══ Input data

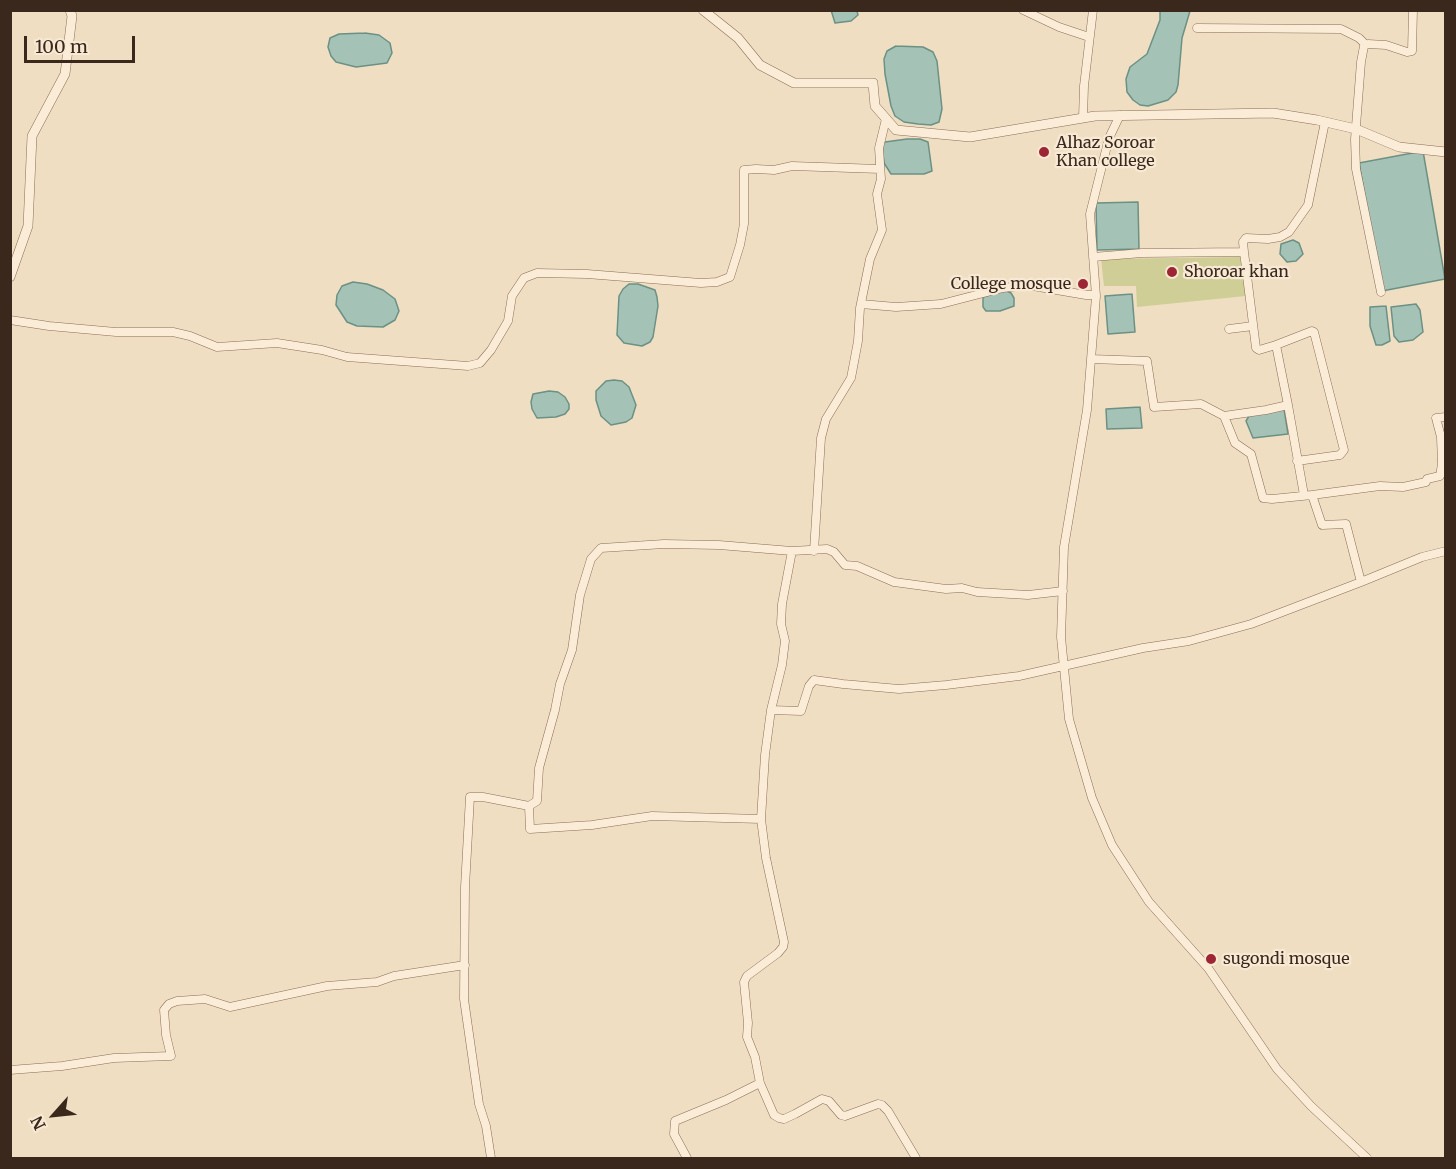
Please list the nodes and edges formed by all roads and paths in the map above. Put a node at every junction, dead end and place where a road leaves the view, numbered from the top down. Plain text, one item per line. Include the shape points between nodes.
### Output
1 (70, 10) edge
2 (703, 10) edge
3 (1023, 10) edge
4 (1093, 10) edge
5 (1413, 10) edge
6 (1197, 28) dead end
7 (1089, 36) junction
8 (1366, 45) junction
9 (1120, 115) junction
10 (1083, 118) junction
11 (886, 119) junction
12 (1325, 122) junction
13 (1356, 129) junction
14 (1446, 152) edge
15 (880, 169) junction
16 (1244, 252) junction
17 (1093, 257) junction
18 (10, 277) edge
19 (1381, 292) dead end
20 (1095, 295) junction
21 (861, 304) junction
22 (10, 320) edge
23 (1253, 326) junction
24 (1229, 329) dead end
25 (1276, 345) junction
26 (1090, 359) junction
27 (1287, 405) junction
28 (1224, 416) junction
29 (1446, 417) edge
30 (1297, 461) junction
31 (1308, 495) junction
32 (792, 551) junction
33 (814, 551) junction
34 (1446, 551) edge
35 (1360, 582) junction
36 (1063, 591) junction
37 (1062, 666) junction
38 (771, 710) junction
39 (530, 806) junction
40 (761, 819) junction
41 (465, 965) junction
42 (10, 1070) edge
43 (760, 1083) junction
44 (491, 1158) edge
45 (687, 1158) edge
46 (916, 1158) edge
47 (1367, 1158) edge

1 - 18 street via 65,74 32,136 28,226
2 - 11 street via 738,38 760,65 794,83 873,83 875,106
3 - 7 street
4 - 7 street
5 - 8 street via 1412,51
6 - 8 street via 1341,29
7 - 10 street
8 - 13 street
9 - 10 street
9 - 12 street via 1273,113
9 - 17 street via 1109,138 1090,214
10 - 11 street via 970,137 896,130
11 - 15 street via 879,148
12 - 13 street
12 - 16 street via 1308,205 1289,232 1268,239 1246,238
13 - 14 street via 1399,147
13 - 19 street via 1356,169
15 - 21 street via 877,194 882,230 870,259
15 - 22 street via 792,166 744,170 744,224 730,277 701,283 537,273 524,278 512,296 508,321 491,350 480,363 468,366 347,357 277,343 217,347 173,332 116,332
16 - 17 street
16 - 23 street
17 - 20 street
20 - 21 street via 1027,285 941,304
20 - 26 street
21 - 33 street via 850,378 826,419 821,438
23 - 24 street
23 - 25 street via 1258,350
25 - 27 street
25 - 30 street via 1314,332 1344,450 1340,456
26 - 28 street via 1147,361 1154,407 1201,404
26 - 36 street via 1087,410 1064,547
27 - 28 street
27 - 30 street
28 - 31 street via 1235,443 1251,454 1263,498
29 - 31 street via 1436,418 1441,437 1440,476 1403,487
30 - 31 street
31 - 35 street via 1322,525 1347,527
32 - 33 street
32 - 38 street via 782,604 782,665
32 - 39 street via 664,544 601,548 591,559 580,595 572,650 540,768 537,801
33 - 36 street via 827,549 845,565 894,582 1028,595
34 - 35 street
35 - 37 street via 1251,624 1189,641
36 - 37 street
37 - 38 street via 1003,679 899,688 814,680 801,711
37 - 47 street via 1069,719 1092,798 1112,845 1149,902 1208,968 1277,1069
38 - 40 street
39 - 40 street via 530,829 652,816
39 - 41 street via 470,797
40 - 43 street via 784,942 778,953 744,982 747,1037
41 - 42 street via 377,982 327,986 230,1007 205,999 177,1001 164,1010 171,1056
41 - 44 street via 464,999 470,1045
43 - 45 street via 675,1121 674,1134
43 - 46 street via 774,1115 784,1119 822,1099 844,1116 882,1105

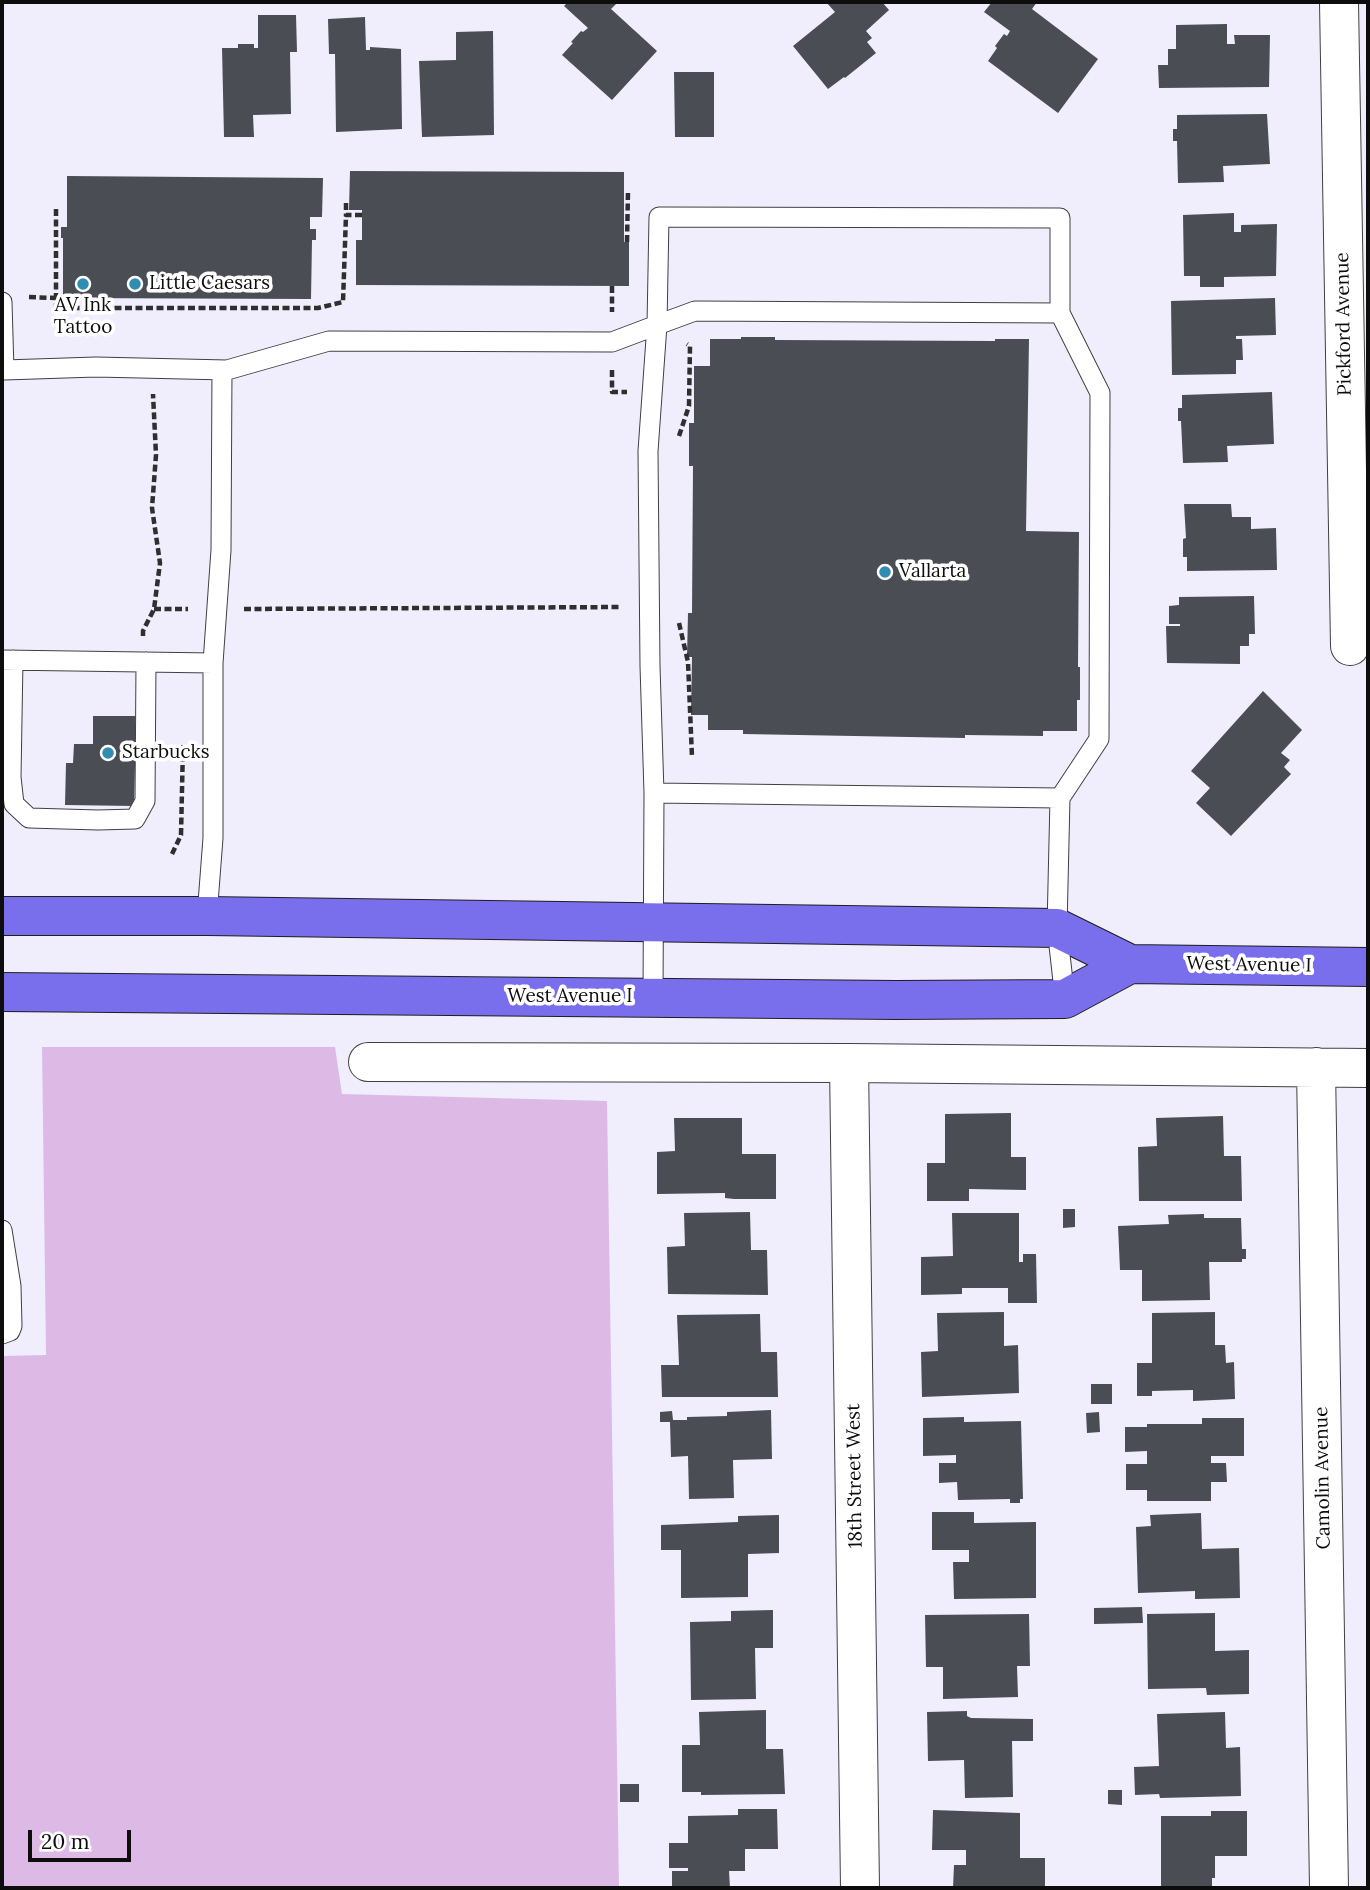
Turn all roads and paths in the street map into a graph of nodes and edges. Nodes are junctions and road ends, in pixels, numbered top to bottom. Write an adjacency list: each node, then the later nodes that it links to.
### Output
1 (1339, 2): 23 (street, Pickford Avenue)
2 (628, 191): 7 (path)
3 (346, 203): 5 (path)
4 (56, 209): 5 (path)
5 (346, 215): 6 (path)
6 (362, 215)
7 (627, 242)
8 (612, 286): 10 (path)
9 (2, 302): 14 (lane)
10 (612, 312)
11 (1060, 313): 12 (lane); 12 (lane); 30 (lane)
12 (657, 325): 15 (lane); 18 (path); 19 (lane)
13 (153, 368): 14 (lane); 15 (lane); 20 (path)
14 (3, 370)
15 (222, 370): 26 (lane)
16 (612, 370): 17 (path)
17 (634, 392)
18 (677, 441)
19 (649, 607): 22 (path); 28 (path); 29 (lane)
20 (154, 609): 21 (path); 25 (path)
21 (188, 609)
22 (244, 609)
23 (1350, 646)
24 (7, 660): 25 (lane); 25 (lane)
25 (144, 662): 26 (lane)
26 (213, 663): 33 (lane)
27 (183, 740): 31 (path)
28 (692, 757)
29 (654, 793): 30 (lane); 34 (lane)
30 (1060, 798): 35 (lane)
31 (172, 854)
32 (2, 916): 33 (main road, West Avenue I)
33 (207, 916): 34 (main road, West Avenue I)
34 (653, 923): 35 (main road, West Avenue I); 38 (lane)
35 (1057, 928): 36 (main road, West Avenue I); 40 (lane)
36 (1130, 964): 37 (main road, West Avenue I); 40 (main road, West Avenue I)
37 (1368, 967)
38 (653, 997): 39 (main road, West Avenue I); 40 (main road, West Avenue I)
39 (3, 998)
40 (1065, 999)
41 (368, 1062): 42 (street)
42 (849, 1063): 43 (street); 47 (street, 18th Street West)
43 (1316, 1068): 44 (street); 48 (street, Camolin Avenue)
44 (1368, 1068)
45 (2, 1236): 46 (lane)
46 (2, 1334)
47 (860, 1888)
48 (1329, 1888)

════

Where does the string "West" occur in the data above? Copy every line that holds it.

32 (2, 916): 33 (main road, West Avenue I)
33 (207, 916): 34 (main road, West Avenue I)
34 (653, 923): 35 (main road, West Avenue I); 38 (lane)
35 (1057, 928): 36 (main road, West Avenue I); 40 (lane)
36 (1130, 964): 37 (main road, West Avenue I); 40 (main road, West Avenue I)
38 (653, 997): 39 (main road, West Avenue I); 40 (main road, West Avenue I)
42 (849, 1063): 43 (street); 47 (street, 18th Street West)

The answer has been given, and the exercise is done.